Sinner échappe au piège de Jarry

retour triomphal de Jannik pécheurqui, même s'il n'a pas concouru depuis la finale de la Coupe Davisa montré son côté le plus solide pour surmonter un Nicolas Jarry qui n'a pas rendu les choses faciles du tout. La fiabilité du Chilien au service a fait souffrir l'actuel champion jusqu'au bout. 'tie-break' dans les deux premiers sets, mais comme presque toujours, avec un plein succès pour leurs intérêts.
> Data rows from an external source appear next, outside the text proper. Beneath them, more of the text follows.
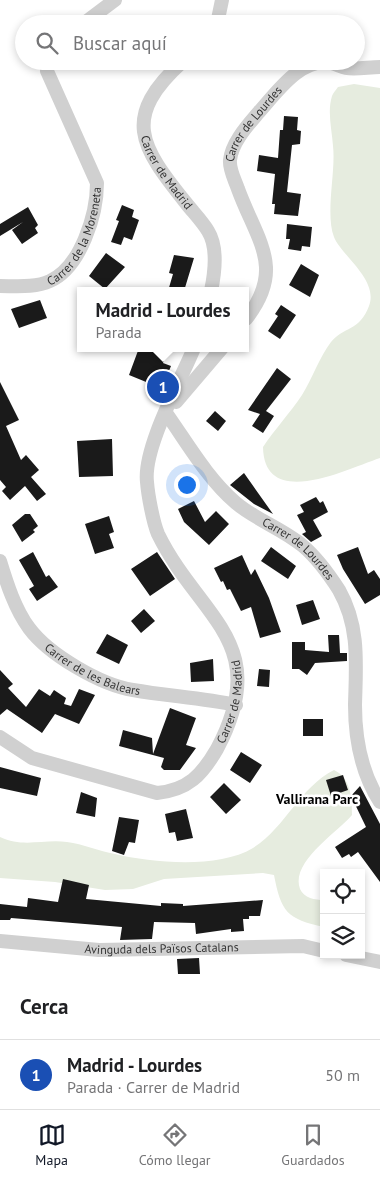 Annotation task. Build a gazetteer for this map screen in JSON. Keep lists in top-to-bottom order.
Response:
{
  "streets": {
    "street": [
      "Carrer de Lourdes",
      "Carrer de Madrid",
      "Carrer de la Moreneta",
      "Carrer de les Balears",
      "Avinguda dels Països Catalans"
    ]
  },
  "crossings": [
    ["Carrer de Lourdes", "Carrer de Madrid"],
    ["Carrer de Madrid", "Carrer de les Balears"]
  ],
  "districts": ["Vallirana Parc"],
  "page": {
    "search": "Buscar aquí",
    "popup": ["Madrid - Lourdes", "Parada"],
    "pins": "1",
    "heading": "Cerca",
    "list": [
      {
        "mark": "1",
        "name": "Madrid - Lourdes",
        "note": "Parada · Carrer de Madrid",
        "value": "50 m"
      }
    ],
    "nav": ["Mapa", "Cómo llegar", "Guardados"]
  }
} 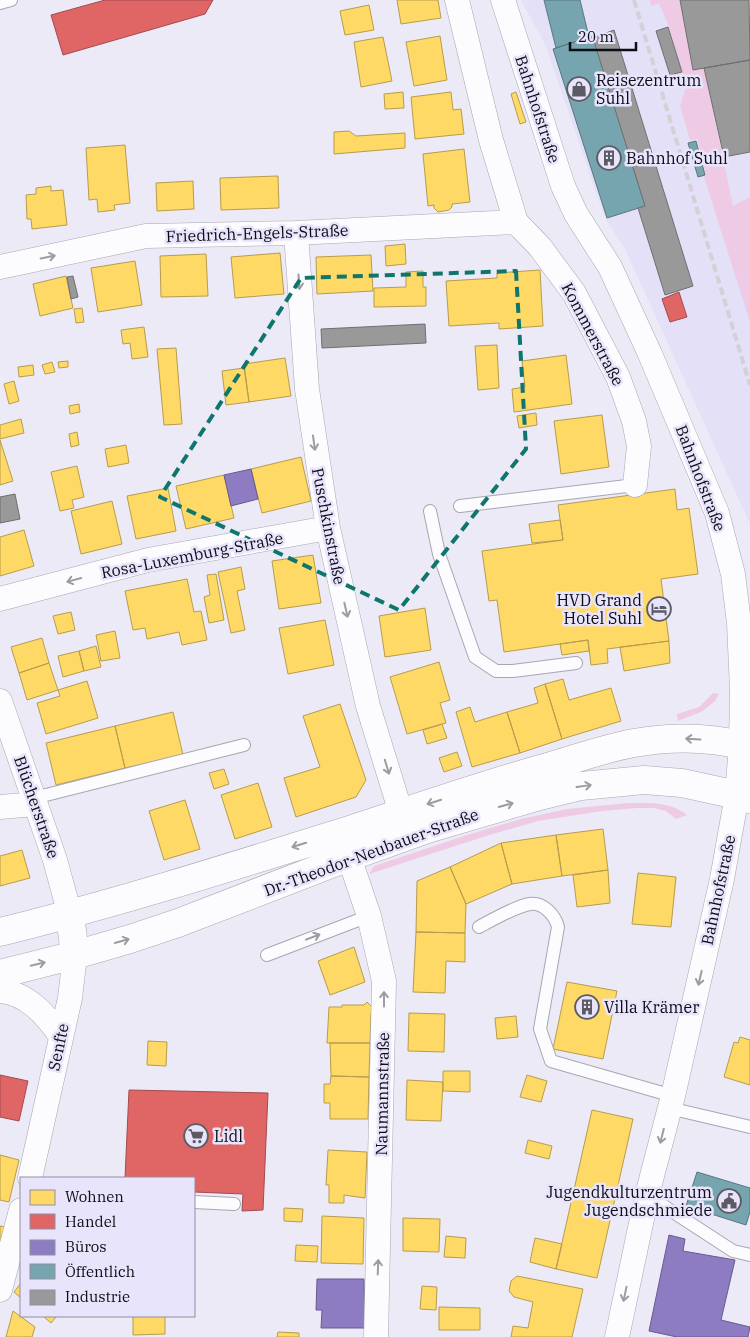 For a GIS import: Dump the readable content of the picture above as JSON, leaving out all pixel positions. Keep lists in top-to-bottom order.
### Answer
{
  "streets": {
    "main road": ["Dr.-Theodor-Neubauer-Straße", "Senfte"],
    "street": [
      "Bahnhofstraße",
      "Friedrich-Engels-Straße",
      "Kommerstraße",
      "Puschkinstraße",
      "Rosa-Luxemburg-Straße",
      "Blücherstraße",
      "Naumannstraße"
    ]
  },
  "crossings": [
    ["Bahnhofstraße", "Dr.-Theodor-Neubauer-Straße"],
    ["Friedrich-Engels-Straße", "Kommerstraße"],
    ["Friedrich-Engels-Straße", "Puschkinstraße"],
    ["Puschkinstraße", "Rosa-Luxemburg-Straße"],
    ["Puschkinstraße", "Dr.-Theodor-Neubauer-Straße"],
    ["Blücherstraße", "Dr.-Theodor-Neubauer-Straße"],
    ["Blücherstraße", "Senfte"],
    ["Dr.-Theodor-Neubauer-Straße", "Senfte"],
    ["Dr.-Theodor-Neubauer-Straße", "Naumannstraße"]
  ],
  "one_way": [
    "Bahnhofstraße",
    "Friedrich-Engels-Straße",
    "Puschkinstraße",
    "Rosa-Luxemburg-Straße",
    "Naumannstraße"
  ],
  "places": {
    "shop": ["Reisezentrum Suhl"],
    "building": ["Bahnhof Suhl", "Villa Krämer"],
    "hotel": ["HVD Grand Hotel Suhl"],
    "supermarket": ["Lidl"],
    "public building": ["Jugendkulturzentrum Jugendschmiede"]
  },
  "legend": [
    "Wohnen",
    "Handel",
    "Büros",
    "Öffentlich",
    "Industrie"
  ],
  "scale_bar": "20 m"
} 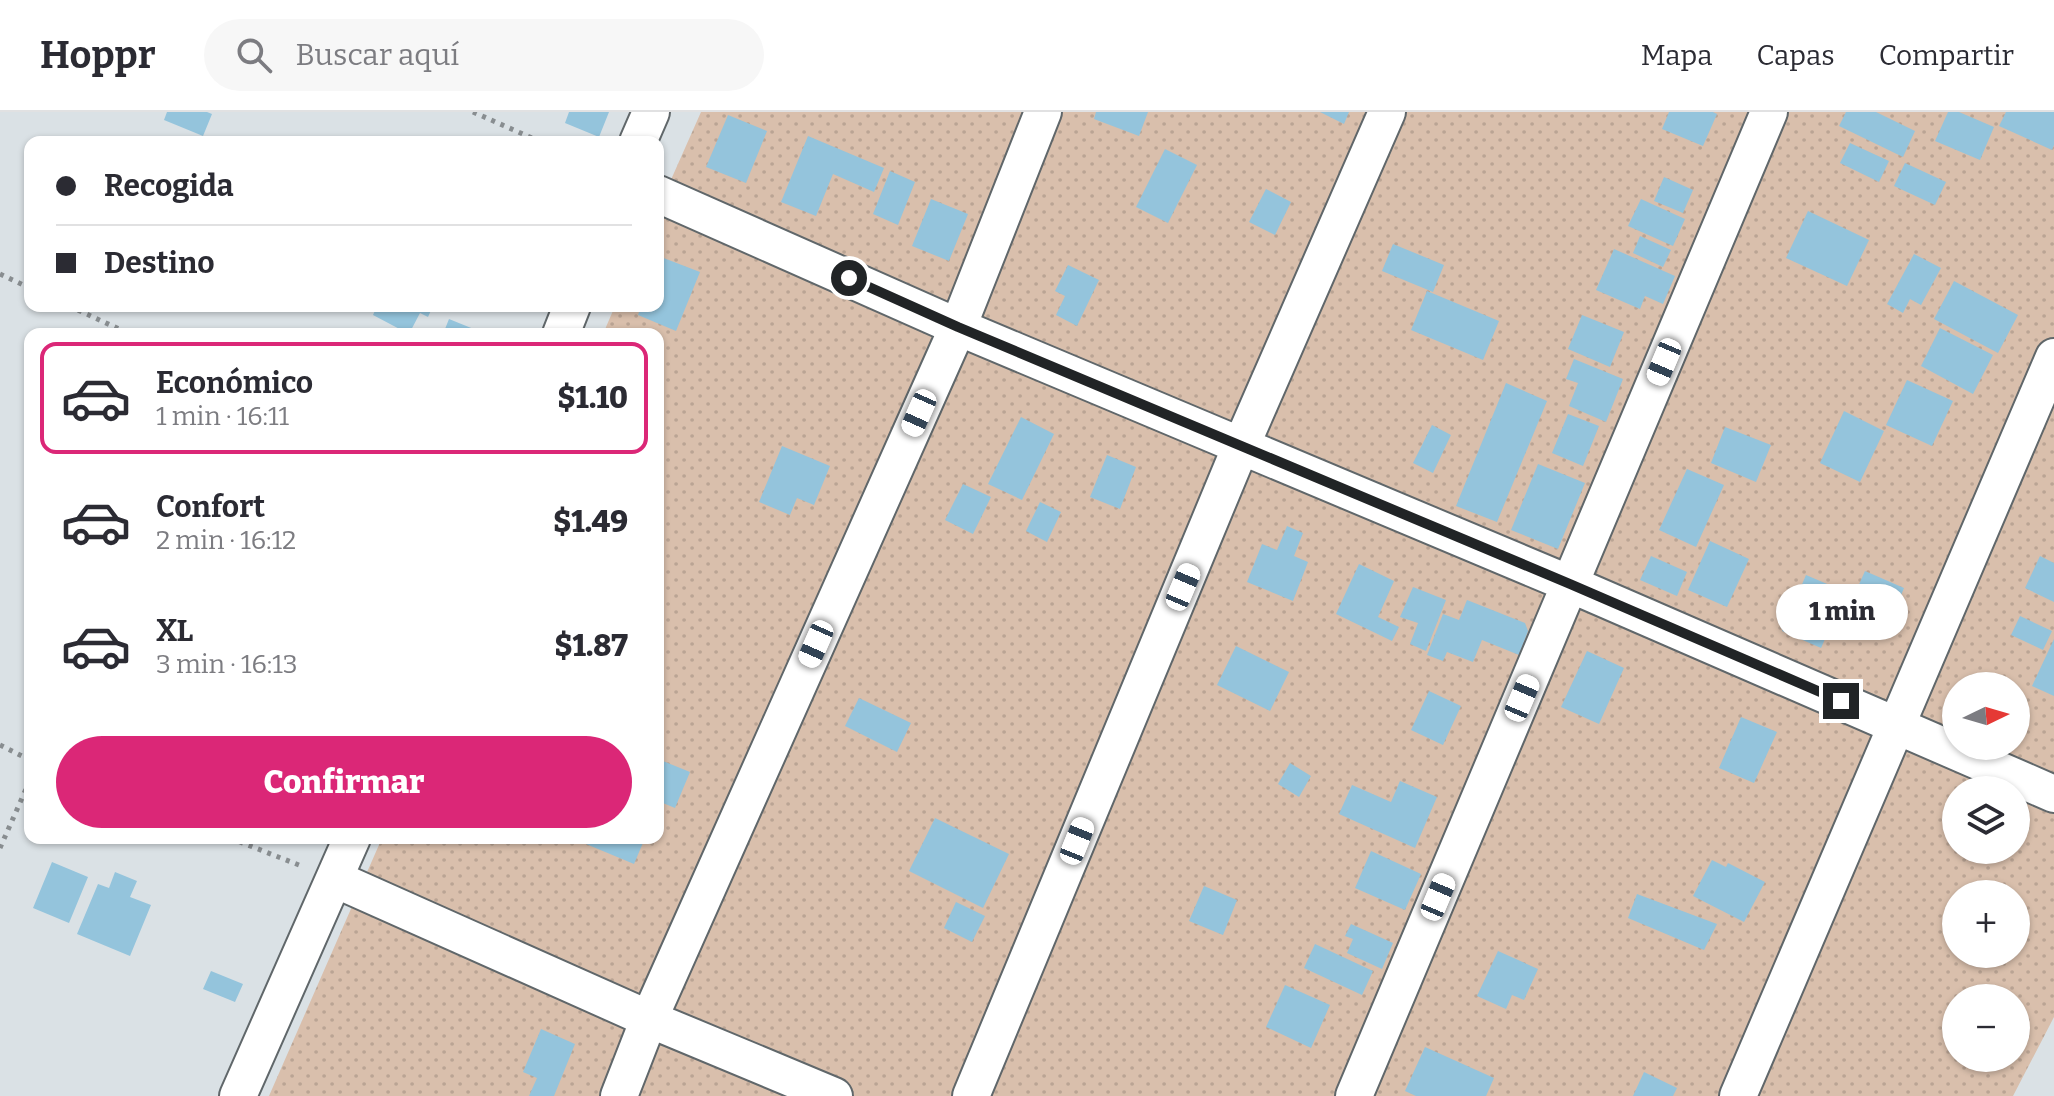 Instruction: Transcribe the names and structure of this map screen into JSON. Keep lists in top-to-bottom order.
{
  "north": "right",
  "page": {
    "header": "Hoppr",
    "search": "Buscar aquí",
    "nav": ["Mapa", "Capas", "Compartir"],
    "banner": ["Recogida", "Destino"],
    "list": [
      {
        "name": "Económico",
        "note": "1 min · 16:11",
        "value": "$1.10"
      },
      {
        "name": "Confort",
        "note": "2 min · 16:12",
        "value": "$1.49"
      },
      {
        "name": "XL",
        "note": "3 min · 16:13",
        "value": "$1.87"
      }
    ],
    "bubble": "1 min",
    "map_buttons": ["+", "−"],
    "buttons": "Confirmar"
  }
}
Il a fallu près de trois heures de jeu Pécheur maîtriser un Jarry qui a bien résolu dans le premier set les deux moments difficiles qu'il a eu contre lui, même s'il a à peine réussi à se battre au bris d'égalité. Dans un deuxième set plus calme pour tous les deux avec le service, le bris d'égalité a été beaucoup plus équilibré et après un double échange de breaks, le Chilien a cédé le set avec un coup droit raté.

Le troisième set n'avait plus d'histoire, avec un Pécheur grandi et un Jarry qui a vu à quel point toute possibilité de prolonger la réunion s'éloignait. L'Italien a finalement réussi à marquer le premier break de service au premier changement et a répété à nouveau en fin de set pour clôturer avec 6-1 la passe au deuxième touroù l'Australien sera mesuré écolier.

Après le match, le numéro un a assuré que malgré son grand moment et les succès qu'il accumule depuis sa victoire à Melbourne l'année dernière, il ne change pas sa façon d'être. «Je crois que le succès ne devrait jamais nous changer en tant que personnes. L’année dernière, j’ai eu un succès incroyable, mais cela n’a jamais changé qui je suis. Il y a beaucoup de joueurs fantastiques qui continuent de me motiver. Je dois dire que j'ai la meilleure équipe du monde. Je suis heureux de les avoir. Nous essayons d'améliorer» a-t-il déclaré à propos de la Rod Laver Arena après sa victoire.

Ils sont déjà 15 victoires consécutives pour l'Italien, qui n'a plus perdu de match depuis la finale du ATP 500 à Pékin contre Carlos Alcaraz en octobre dernier. Parmi eux, les 14 derniers sans abandonner un seul set. Sans aucun doute, le grand rival à battre.